Puntadas con hilo

María José Guzmán

mjguzman@grupojoly.com

El 'reseteo' de Sevilla

Sevilla necesita políticos capaces de movilizar a la ciudadanía y ésa es una oportunidad para Muñoz

Hay un comentario generalizado estos días en Sevilla que se refiere a la ilusión de estrenar no sólo un nuevo año, también una etapa. Y también una definición que explica este estado de ánimo de una manera muy gráfica: es como si alguien le hubiera dado al botón de reinicio. No creo que el nuevo alcalde tenga ese gran poder de reseteo, pero sí la capacidad de dar otro enfoque a la ciudad y es probable que ahí resida la clave de esa percepción ciudadana que sorprendió desde el día en que Antonio Muñoz cogió el testigo de Juan Espadas.

El nuevo alcalde tiene la etiqueta de moderno, esperanzadora para algunos, amenazante para otros y a la que muchos se están sumando en una ola de novelería y, por qué no decirlo, de hipocresía.
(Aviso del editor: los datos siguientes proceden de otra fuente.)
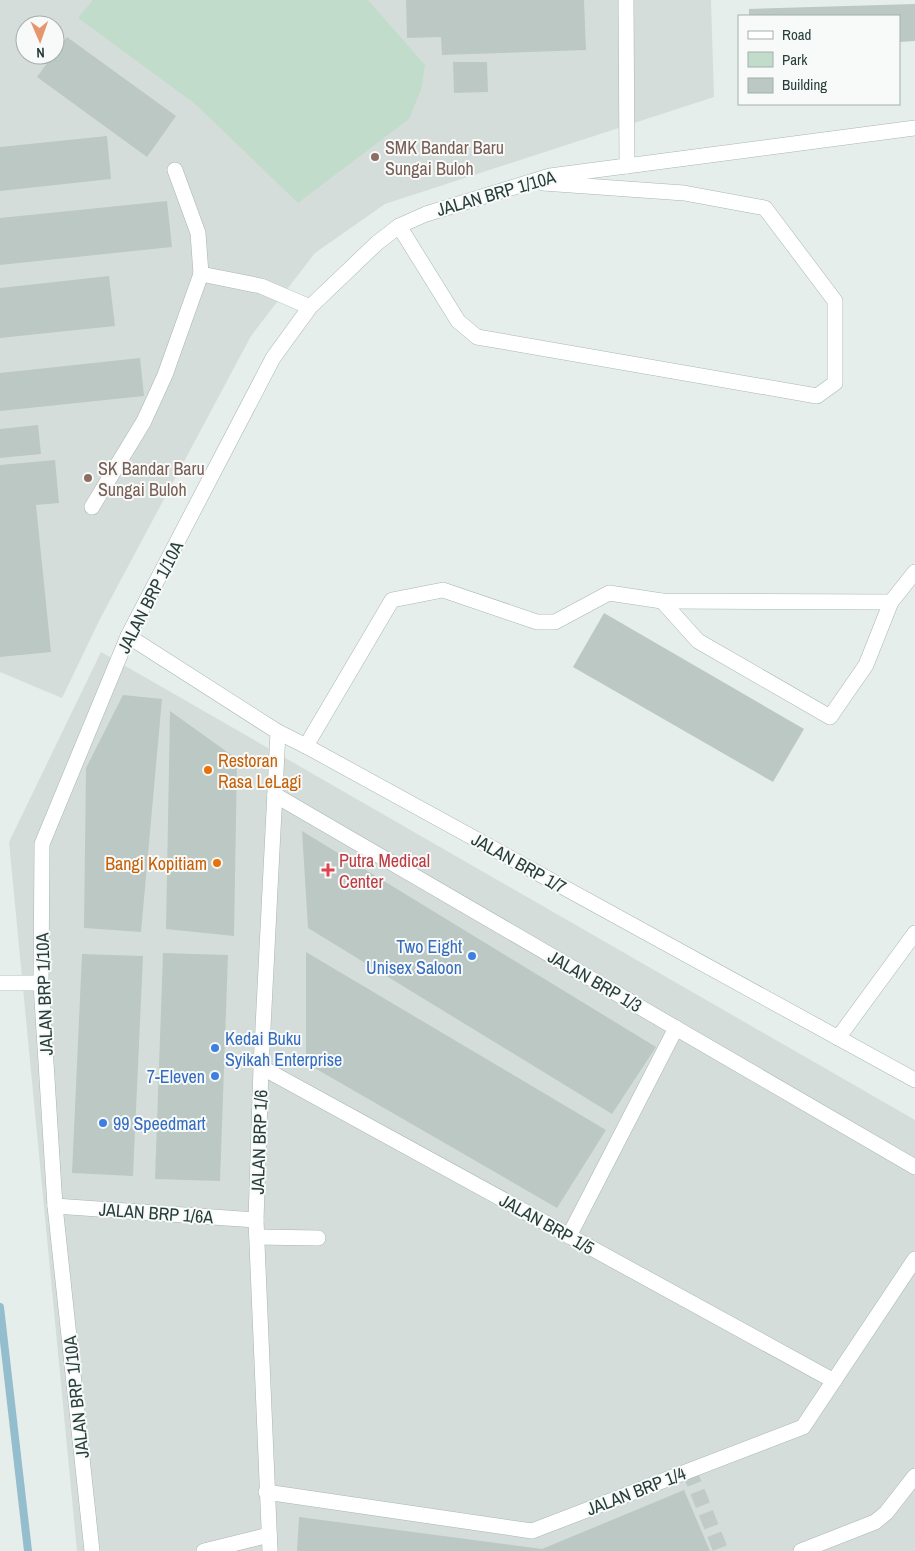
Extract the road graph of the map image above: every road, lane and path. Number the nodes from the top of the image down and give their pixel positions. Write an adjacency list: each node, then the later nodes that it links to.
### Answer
1 (626, 0): 3 (street)
2 (915, 128): 3 (street, JALAN BRP 1/10A)
3 (627, 166): 5 (street, JALAN BRP 1/10A)
4 (175, 170): 7 (street)
5 (529, 182): 6 (street, JALAN BRP 1/10A); 6 (street)
6 (399, 226): 8 (street, JALAN BRP 1/10A)
7 (201, 274): 8 (street); 9 (street)
8 (310, 307): 13 (street, JALAN BRP 1/10A)
9 (92, 507)
10 (915, 572): 12 (street)
11 (662, 601): 12 (street); 12 (street); 15 (street)
12 (891, 602)
13 (128, 636): 14 (street, JALAN BRP 1/7); 19 (street, JALAN BRP 1/10A)
14 (278, 732): 15 (street, JALAN BRP 1/7); 16 (street, JALAN BRP 1/6)
15 (306, 746): 21 (street, JALAN BRP 1/7)
16 (275, 795): 20 (street, JALAN BRP 1/3); 22 (street, JALAN BRP 1/6)
17 (915, 933): 21 (street)
18 (0, 983): 19 (street)
19 (41, 983): 25 (street, JALAN BRP 1/10A)
20 (676, 1028): 24 (street, JALAN BRP 1/3); 27 (street)
21 (838, 1038): 23 (street, JALAN BRP 1/7)
22 (261, 1066): 26 (street, JALAN BRP 1/6); 27 (street, JALAN BRP 1/5)
23 (915, 1080)
24 (915, 1167)
25 (55, 1206): 26 (street, JALAN BRP 1/6A); 35 (street, JALAN BRP 1/10A)
26 (256, 1220): 28 (street, JALAN BRP 1/6)
27 (569, 1236): 31 (street, JALAN BRP 1/5)
28 (257, 1237): 29 (street); 33 (street, JALAN BRP 1/6)
29 (318, 1238)
30 (915, 1259): 31 (street, JALAN BRP 1/4)
31 (834, 1381): 33 (street, JALAN BRP 1/4)
32 (915, 1476): 38 (street)
33 (266, 1492): 34 (street, JALAN BRP 1/6)
34 (269, 1535): 36 (street); 37 (street, JALAN BRP 1/6)
35 (92, 1551)
36 (204, 1551)
37 (270, 1551)
38 (801, 1551)

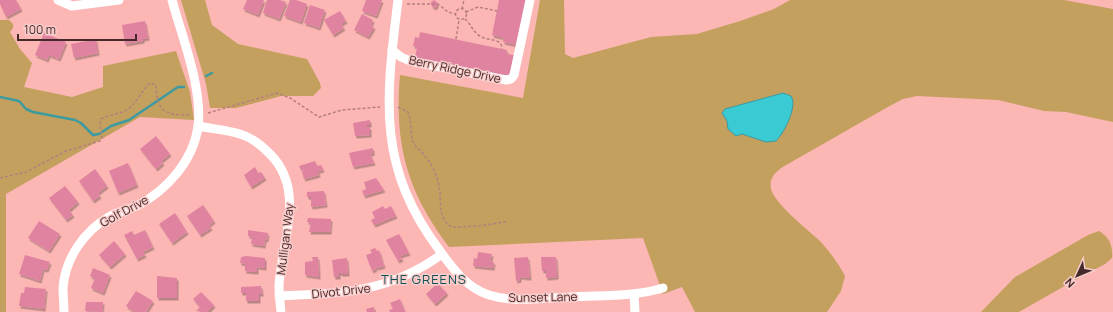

Las etiquetas sólo son tópicos que distorsionan la realidad. Tradicionalmente, además, han sido un lastre para Sevilla, donde hay mentiras que se elevan a la categoría de dogmas y que siempre tiende a dividir en bandos, en dualidades agotadoras que, al margen del insufrible cliché, siempre acaban restando en la capital. Una ciudad con alma que algunos se disputan, como si eso pudiera ser propiedad privada.

Tal vez la clave del éxito de Antonio Muñoz está en su apuesta por la suma y esto no es necesariamente algo intrínseco a lo de moderno. Es fruto de una forma de entender la vida y de conocer a una ciudad poliédrica que gana atractivo precisamente por esa condición. A Muñoz le gustan las vanguardias, pero sabe que en Sevilla para recorrer ese camino no hay que desviarse de la tradición, es más, es una intersección necesaria que distingue a la ciudad y la coloca como referente sin tener que renunciar a ninguna de sus esencias (otra palabra tristemente manoseada). Por eso, sólo quienes no lo conocen han podido temer que su llegada a la Alcaldía acabara desvirtuando o menospreciando las fiestas mayores, por ejemplo, entre otras leyendas que se han oído estos meses atrás.

A Sevilla le falta ilusión y muchos sevillanos han visto en Muñoz el reflejo de una Sevilla distinta que, como la eterna, existe y se proyecta con mucha fuerza y acierto. Son muchos los que piensan que Sevilla tiene que resetearse. La pandemia es un argumento más, pero hace tiempo que se añora un movimiento real en la ciudad. La Expo del 92 fue un gran impulso. Pero no se repetirá. El nuevo alcalde ha irrumpido con un evento de carácter universal para conmemorar el centenario de la Exposición del 29 que aspira a movilizar a las administraciones, a los políticos y los ciudadanos. Pero todo eso sin grandes fastos ni inversiones.

No sé si ese gran evento en torno al centenario, como palanca para arrancar compromisos y recursos para Sevilla, es lo suficientemente motivador. Lo que sí está claro es que sólo triunfará si logra la manera de convertir al ciudadano en protagonista de ese cambio que se hace esperar. Sumando adhesiones y despertando a una Sevilla que no está en el foco, que mira desde la distancia porque no se identifica con lo que ve, una Sevilla realmente moderna que, si se reivindica, dará una oportunidad a Muñoz.